Earlier this year, in Veterans Contracting Group, Inc. v. United States, 133 Fed. Cl. 613 (2017), the Court of Federal Claims rejected the SBA's position, holding that SBA failed to provide a "coherent and reasonable" explanation for its decision that a shareholder agreement provision providing a company with the first opportunity to purchase any shareholder's shares at death, incompetency, or insolvency destroyed the owner's unconditional ownership.  The court chided SBA's unyielding use of a dictionary to define unconditional as "unnecessary and inappropriate," and instead adopted more flexible interpretations from SBA's regulations for its 8(a) Business Development program, a business assistance program for small disadvantaged businesses, at 13 C.F.R. § 124.105, which the court said "expressly define unconditional ownership in the context of socially and economically disadvantaged individuals" and therefore provide insight into the scope of unconditional ownership for SDVOSB-eligibility.  133 Fed. Cl. at 622-623.  Within those 8(a) regulations, the court pointed to 13 C.F.R. § 124.105(e), which states "SBA will disregard any unexercised stock options or similar agreements held by disadvantaged individuals" in determining unconditional ownership, thus opening the door for a right of first refusal that is based on some future event.
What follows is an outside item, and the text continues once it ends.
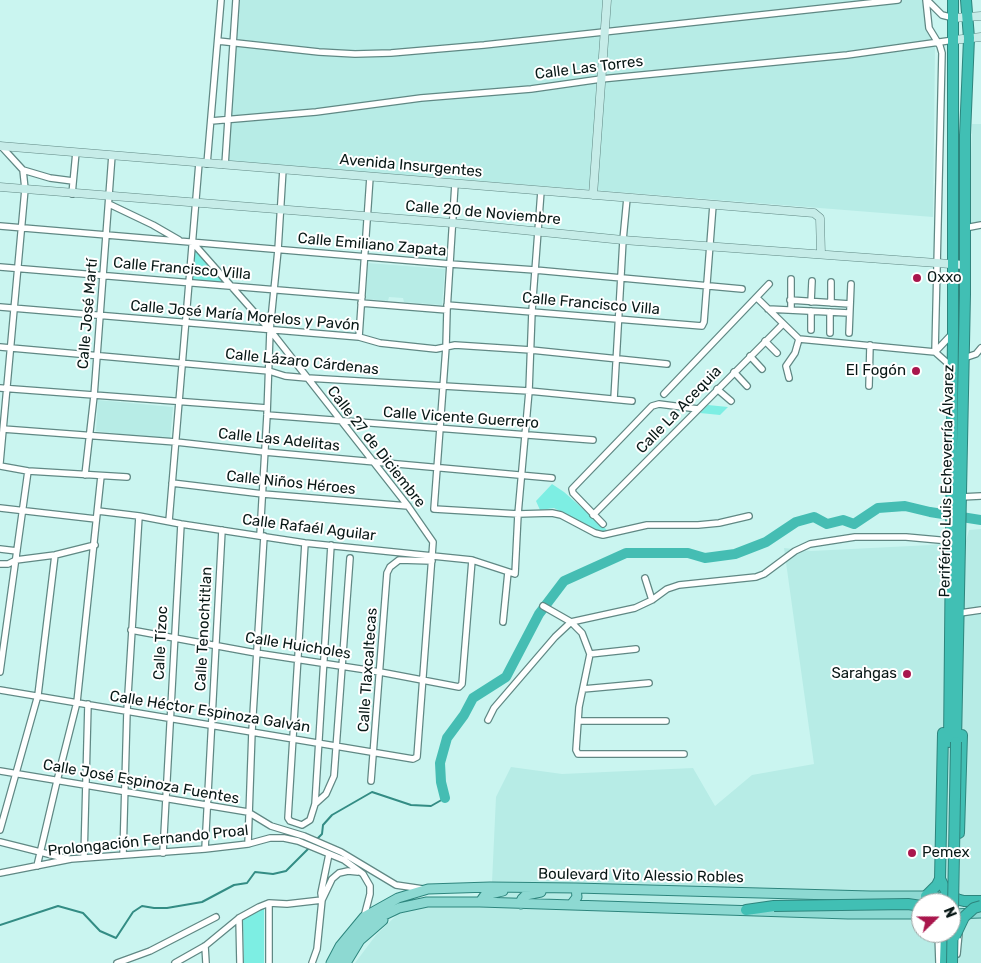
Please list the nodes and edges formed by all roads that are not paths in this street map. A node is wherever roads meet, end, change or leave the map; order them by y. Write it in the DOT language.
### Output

In sum, the court in Veterans Contracting took a significant step toward harmonizing the VA and SBA regulations on rights of first refusal by added the many provisions of 13 C.F.R. § 124.105 to the practitioner's playbook when looking to structure a successful and compliant SDVOSB.  What remains to be seen is whether the broader "commercially reasonable" rule of Miles will be fully imported into the SBA regulations beyond rights of first refusal.

Because of the generality of this update, the information provided herein may not be applicable in all situations and should not be acted upon without specific legal advice based on particular situations.